Your assignment:
Provide an exact reproduction of every entry.

Supplied data:

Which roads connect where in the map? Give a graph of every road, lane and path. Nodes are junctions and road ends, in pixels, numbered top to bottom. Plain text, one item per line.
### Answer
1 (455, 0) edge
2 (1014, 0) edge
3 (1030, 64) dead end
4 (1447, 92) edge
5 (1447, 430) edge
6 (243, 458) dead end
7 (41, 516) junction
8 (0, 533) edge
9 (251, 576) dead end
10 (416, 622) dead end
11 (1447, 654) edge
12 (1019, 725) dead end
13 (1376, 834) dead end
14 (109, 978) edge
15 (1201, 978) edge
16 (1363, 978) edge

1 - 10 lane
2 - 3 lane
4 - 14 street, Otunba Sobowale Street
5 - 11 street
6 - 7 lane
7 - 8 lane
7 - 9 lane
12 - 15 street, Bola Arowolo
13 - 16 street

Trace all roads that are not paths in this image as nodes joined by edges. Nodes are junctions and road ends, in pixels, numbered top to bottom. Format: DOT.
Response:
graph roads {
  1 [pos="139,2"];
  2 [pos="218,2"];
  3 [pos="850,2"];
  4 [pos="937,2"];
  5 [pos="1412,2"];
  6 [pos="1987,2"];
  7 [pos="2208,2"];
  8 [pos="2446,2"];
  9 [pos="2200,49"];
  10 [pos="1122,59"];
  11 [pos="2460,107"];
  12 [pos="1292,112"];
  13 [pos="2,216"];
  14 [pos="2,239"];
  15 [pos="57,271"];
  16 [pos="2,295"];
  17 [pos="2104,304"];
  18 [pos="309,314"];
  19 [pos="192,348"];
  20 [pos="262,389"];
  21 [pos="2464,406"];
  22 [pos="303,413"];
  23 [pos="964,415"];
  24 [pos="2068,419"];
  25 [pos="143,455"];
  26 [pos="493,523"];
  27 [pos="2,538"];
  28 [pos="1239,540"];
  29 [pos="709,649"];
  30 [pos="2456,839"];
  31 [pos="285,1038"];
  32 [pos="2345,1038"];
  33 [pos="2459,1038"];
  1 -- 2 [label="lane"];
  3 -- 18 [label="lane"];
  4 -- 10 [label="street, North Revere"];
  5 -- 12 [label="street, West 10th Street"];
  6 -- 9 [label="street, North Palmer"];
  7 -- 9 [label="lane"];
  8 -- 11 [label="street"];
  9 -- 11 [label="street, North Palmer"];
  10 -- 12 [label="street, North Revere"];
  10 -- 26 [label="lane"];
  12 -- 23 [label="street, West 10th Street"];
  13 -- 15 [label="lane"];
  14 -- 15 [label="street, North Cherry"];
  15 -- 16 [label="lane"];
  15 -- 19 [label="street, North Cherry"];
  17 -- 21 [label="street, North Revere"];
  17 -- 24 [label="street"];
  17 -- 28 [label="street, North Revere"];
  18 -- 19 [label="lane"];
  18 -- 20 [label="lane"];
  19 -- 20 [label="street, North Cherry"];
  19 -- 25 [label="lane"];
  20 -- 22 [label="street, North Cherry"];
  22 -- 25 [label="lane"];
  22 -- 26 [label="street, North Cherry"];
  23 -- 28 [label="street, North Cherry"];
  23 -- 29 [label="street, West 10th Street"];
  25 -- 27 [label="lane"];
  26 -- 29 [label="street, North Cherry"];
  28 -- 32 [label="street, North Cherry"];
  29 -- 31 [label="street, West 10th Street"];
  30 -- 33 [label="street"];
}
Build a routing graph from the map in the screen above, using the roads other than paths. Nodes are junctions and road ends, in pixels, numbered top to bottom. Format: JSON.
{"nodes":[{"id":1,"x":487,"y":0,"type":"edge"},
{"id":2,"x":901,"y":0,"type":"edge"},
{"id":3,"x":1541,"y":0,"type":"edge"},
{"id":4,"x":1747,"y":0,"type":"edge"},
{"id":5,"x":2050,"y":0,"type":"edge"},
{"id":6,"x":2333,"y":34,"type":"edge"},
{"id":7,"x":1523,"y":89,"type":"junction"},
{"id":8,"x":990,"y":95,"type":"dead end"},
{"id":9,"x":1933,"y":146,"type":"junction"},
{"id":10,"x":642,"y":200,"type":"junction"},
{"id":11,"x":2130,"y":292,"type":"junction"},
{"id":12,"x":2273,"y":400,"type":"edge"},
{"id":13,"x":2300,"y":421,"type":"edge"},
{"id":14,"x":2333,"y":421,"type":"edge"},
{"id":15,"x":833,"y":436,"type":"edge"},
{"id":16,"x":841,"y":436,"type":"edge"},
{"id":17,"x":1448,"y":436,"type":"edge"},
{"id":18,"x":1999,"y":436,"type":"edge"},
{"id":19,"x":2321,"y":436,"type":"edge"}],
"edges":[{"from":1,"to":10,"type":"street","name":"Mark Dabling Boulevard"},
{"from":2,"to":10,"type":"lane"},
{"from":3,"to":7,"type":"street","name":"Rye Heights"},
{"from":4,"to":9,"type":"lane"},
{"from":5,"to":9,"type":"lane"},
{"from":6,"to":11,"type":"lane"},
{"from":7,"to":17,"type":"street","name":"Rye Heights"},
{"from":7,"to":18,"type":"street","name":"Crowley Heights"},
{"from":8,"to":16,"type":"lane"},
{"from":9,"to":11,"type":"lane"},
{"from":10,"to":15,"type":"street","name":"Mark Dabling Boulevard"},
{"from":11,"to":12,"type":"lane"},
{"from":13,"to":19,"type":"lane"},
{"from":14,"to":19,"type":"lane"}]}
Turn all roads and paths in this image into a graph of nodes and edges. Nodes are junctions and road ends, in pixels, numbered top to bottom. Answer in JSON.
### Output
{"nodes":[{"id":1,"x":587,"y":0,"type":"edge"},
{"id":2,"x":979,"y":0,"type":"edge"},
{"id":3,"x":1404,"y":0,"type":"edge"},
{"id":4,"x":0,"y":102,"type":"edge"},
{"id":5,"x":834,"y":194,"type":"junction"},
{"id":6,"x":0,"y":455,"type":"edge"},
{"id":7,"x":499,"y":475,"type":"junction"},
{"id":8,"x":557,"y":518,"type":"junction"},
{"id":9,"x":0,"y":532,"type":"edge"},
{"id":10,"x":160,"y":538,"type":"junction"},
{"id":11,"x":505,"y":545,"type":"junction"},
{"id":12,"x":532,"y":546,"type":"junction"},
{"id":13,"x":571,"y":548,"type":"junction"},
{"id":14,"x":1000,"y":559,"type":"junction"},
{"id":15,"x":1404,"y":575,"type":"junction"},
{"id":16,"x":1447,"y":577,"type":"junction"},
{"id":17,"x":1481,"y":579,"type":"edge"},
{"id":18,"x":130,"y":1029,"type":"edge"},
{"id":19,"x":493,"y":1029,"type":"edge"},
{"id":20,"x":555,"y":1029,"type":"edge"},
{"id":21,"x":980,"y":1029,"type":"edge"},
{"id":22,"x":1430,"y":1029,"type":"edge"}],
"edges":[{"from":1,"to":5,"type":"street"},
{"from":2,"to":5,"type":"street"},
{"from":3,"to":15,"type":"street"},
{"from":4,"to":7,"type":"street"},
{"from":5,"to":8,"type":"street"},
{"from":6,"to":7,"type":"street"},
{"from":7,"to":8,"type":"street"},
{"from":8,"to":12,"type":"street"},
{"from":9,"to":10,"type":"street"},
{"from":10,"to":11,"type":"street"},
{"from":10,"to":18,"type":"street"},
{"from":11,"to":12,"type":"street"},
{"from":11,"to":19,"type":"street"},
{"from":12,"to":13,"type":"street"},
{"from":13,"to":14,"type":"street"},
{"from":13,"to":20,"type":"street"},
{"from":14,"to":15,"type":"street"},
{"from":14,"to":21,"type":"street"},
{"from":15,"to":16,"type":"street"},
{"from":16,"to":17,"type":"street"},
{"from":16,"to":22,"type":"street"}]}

Output:
Which roads connect where in the map? Give a graph of every road, lane and path. Nodes are junctions and road ends, in pixels, numbered top to bottom. Plain text, one item per line.
### Answer
1 (455, 0) edge
2 (1014, 0) edge
3 (1030, 64) dead end
4 (1447, 92) edge
5 (1447, 430) edge
6 (243, 458) dead end
7 (41, 516) junction
8 (0, 533) edge
9 (251, 576) dead end
10 (416, 622) dead end
11 (1447, 654) edge
12 (1019, 725) dead end
13 (1376, 834) dead end
14 (109, 978) edge
15 (1201, 978) edge
16 (1363, 978) edge

1 - 10 lane
2 - 3 lane
4 - 14 street, Otunba Sobowale Street
5 - 11 street
6 - 7 lane
7 - 8 lane
7 - 9 lane
12 - 15 street, Bola Arowolo
13 - 16 street

Trace all roads that are not paths in this image as nodes joined by edges. Nodes are junctions and road ends, in pixels, numbered top to bottom. Format: DOT.
Response:
graph roads {
  1 [pos="139,2"];
  2 [pos="218,2"];
  3 [pos="850,2"];
  4 [pos="937,2"];
  5 [pos="1412,2"];
  6 [pos="1987,2"];
  7 [pos="2208,2"];
  8 [pos="2446,2"];
  9 [pos="2200,49"];
  10 [pos="1122,59"];
  11 [pos="2460,107"];
  12 [pos="1292,112"];
  13 [pos="2,216"];
  14 [pos="2,239"];
  15 [pos="57,271"];
  16 [pos="2,295"];
  17 [pos="2104,304"];
  18 [pos="309,314"];
  19 [pos="192,348"];
  20 [pos="262,389"];
  21 [pos="2464,406"];
  22 [pos="303,413"];
  23 [pos="964,415"];
  24 [pos="2068,419"];
  25 [pos="143,455"];
  26 [pos="493,523"];
  27 [pos="2,538"];
  28 [pos="1239,540"];
  29 [pos="709,649"];
  30 [pos="2456,839"];
  31 [pos="285,1038"];
  32 [pos="2345,1038"];
  33 [pos="2459,1038"];
  1 -- 2 [label="lane"];
  3 -- 18 [label="lane"];
  4 -- 10 [label="street, North Revere"];
  5 -- 12 [label="street, West 10th Street"];
  6 -- 9 [label="street, North Palmer"];
  7 -- 9 [label="lane"];
  8 -- 11 [label="street"];
  9 -- 11 [label="street, North Palmer"];
  10 -- 12 [label="street, North Revere"];
  10 -- 26 [label="lane"];
  12 -- 23 [label="street, West 10th Street"];
  13 -- 15 [label="lane"];
  14 -- 15 [label="street, North Cherry"];
  15 -- 16 [label="lane"];
  15 -- 19 [label="street, North Cherry"];
  17 -- 21 [label="street, North Revere"];
  17 -- 24 [label="street"];
  17 -- 28 [label="street, North Revere"];
  18 -- 19 [label="lane"];
  18 -- 20 [label="lane"];
  19 -- 20 [label="street, North Cherry"];
  19 -- 25 [label="lane"];
  20 -- 22 [label="street, North Cherry"];
  22 -- 25 [label="lane"];
  22 -- 26 [label="street, North Cherry"];
  23 -- 28 [label="street, North Cherry"];
  23 -- 29 [label="street, West 10th Street"];
  25 -- 27 [label="lane"];
  26 -- 29 [label="street, North Cherry"];
  28 -- 32 [label="street, North Cherry"];
  29 -- 31 [label="street, West 10th Street"];
  30 -- 33 [label="street"];
}
Build a routing graph from the map in the screen above, using the roads other than paths. Nodes are junctions and road ends, in pixels, numbered top to bottom. Format: JSON.
{"nodes":[{"id":1,"x":487,"y":0,"type":"edge"},
{"id":2,"x":901,"y":0,"type":"edge"},
{"id":3,"x":1541,"y":0,"type":"edge"},
{"id":4,"x":1747,"y":0,"type":"edge"},
{"id":5,"x":2050,"y":0,"type":"edge"},
{"id":6,"x":2333,"y":34,"type":"edge"},
{"id":7,"x":1523,"y":89,"type":"junction"},
{"id":8,"x":990,"y":95,"type":"dead end"},
{"id":9,"x":1933,"y":146,"type":"junction"},
{"id":10,"x":642,"y":200,"type":"junction"},
{"id":11,"x":2130,"y":292,"type":"junction"},
{"id":12,"x":2273,"y":400,"type":"edge"},
{"id":13,"x":2300,"y":421,"type":"edge"},
{"id":14,"x":2333,"y":421,"type":"edge"},
{"id":15,"x":833,"y":436,"type":"edge"},
{"id":16,"x":841,"y":436,"type":"edge"},
{"id":17,"x":1448,"y":436,"type":"edge"},
{"id":18,"x":1999,"y":436,"type":"edge"},
{"id":19,"x":2321,"y":436,"type":"edge"}],
"edges":[{"from":1,"to":10,"type":"street","name":"Mark Dabling Boulevard"},
{"from":2,"to":10,"type":"lane"},
{"from":3,"to":7,"type":"street","name":"Rye Heights"},
{"from":4,"to":9,"type":"lane"},
{"from":5,"to":9,"type":"lane"},
{"from":6,"to":11,"type":"lane"},
{"from":7,"to":17,"type":"street","name":"Rye Heights"},
{"from":7,"to":18,"type":"street","name":"Crowley Heights"},
{"from":8,"to":16,"type":"lane"},
{"from":9,"to":11,"type":"lane"},
{"from":10,"to":15,"type":"street","name":"Mark Dabling Boulevard"},
{"from":11,"to":12,"type":"lane"},
{"from":13,"to":19,"type":"lane"},
{"from":14,"to":19,"type":"lane"}]}
Turn all roads and paths in this image into a graph of nodes and edges. Nodes are junctions and road ends, in pixels, numbered top to bottom. Answer in JSON.
### Output
{"nodes":[{"id":1,"x":587,"y":0,"type":"edge"},
{"id":2,"x":979,"y":0,"type":"edge"},
{"id":3,"x":1404,"y":0,"type":"edge"},
{"id":4,"x":0,"y":102,"type":"edge"},
{"id":5,"x":834,"y":194,"type":"junction"},
{"id":6,"x":0,"y":455,"type":"edge"},
{"id":7,"x":499,"y":475,"type":"junction"},
{"id":8,"x":557,"y":518,"type":"junction"},
{"id":9,"x":0,"y":532,"type":"edge"},
{"id":10,"x":160,"y":538,"type":"junction"},
{"id":11,"x":505,"y":545,"type":"junction"},
{"id":12,"x":532,"y":546,"type":"junction"},
{"id":13,"x":571,"y":548,"type":"junction"},
{"id":14,"x":1000,"y":559,"type":"junction"},
{"id":15,"x":1404,"y":575,"type":"junction"},
{"id":16,"x":1447,"y":577,"type":"junction"},
{"id":17,"x":1481,"y":579,"type":"edge"},
{"id":18,"x":130,"y":1029,"type":"edge"},
{"id":19,"x":493,"y":1029,"type":"edge"},
{"id":20,"x":555,"y":1029,"type":"edge"},
{"id":21,"x":980,"y":1029,"type":"edge"},
{"id":22,"x":1430,"y":1029,"type":"edge"}],
"edges":[{"from":1,"to":5,"type":"street"},
{"from":2,"to":5,"type":"street"},
{"from":3,"to":15,"type":"street"},
{"from":4,"to":7,"type":"street"},
{"from":5,"to":8,"type":"street"},
{"from":6,"to":7,"type":"street"},
{"from":7,"to":8,"type":"street"},
{"from":8,"to":12,"type":"street"},
{"from":9,"to":10,"type":"street"},
{"from":10,"to":11,"type":"street"},
{"from":10,"to":18,"type":"street"},
{"from":11,"to":12,"type":"street"},
{"from":11,"to":19,"type":"street"},
{"from":12,"to":13,"type":"street"},
{"from":13,"to":14,"type":"street"},
{"from":13,"to":20,"type":"street"},
{"from":14,"to":15,"type":"street"},
{"from":14,"to":21,"type":"street"},
{"from":15,"to":16,"type":"street"},
{"from":16,"to":17,"type":"street"},
{"from":16,"to":22,"type":"street"}]}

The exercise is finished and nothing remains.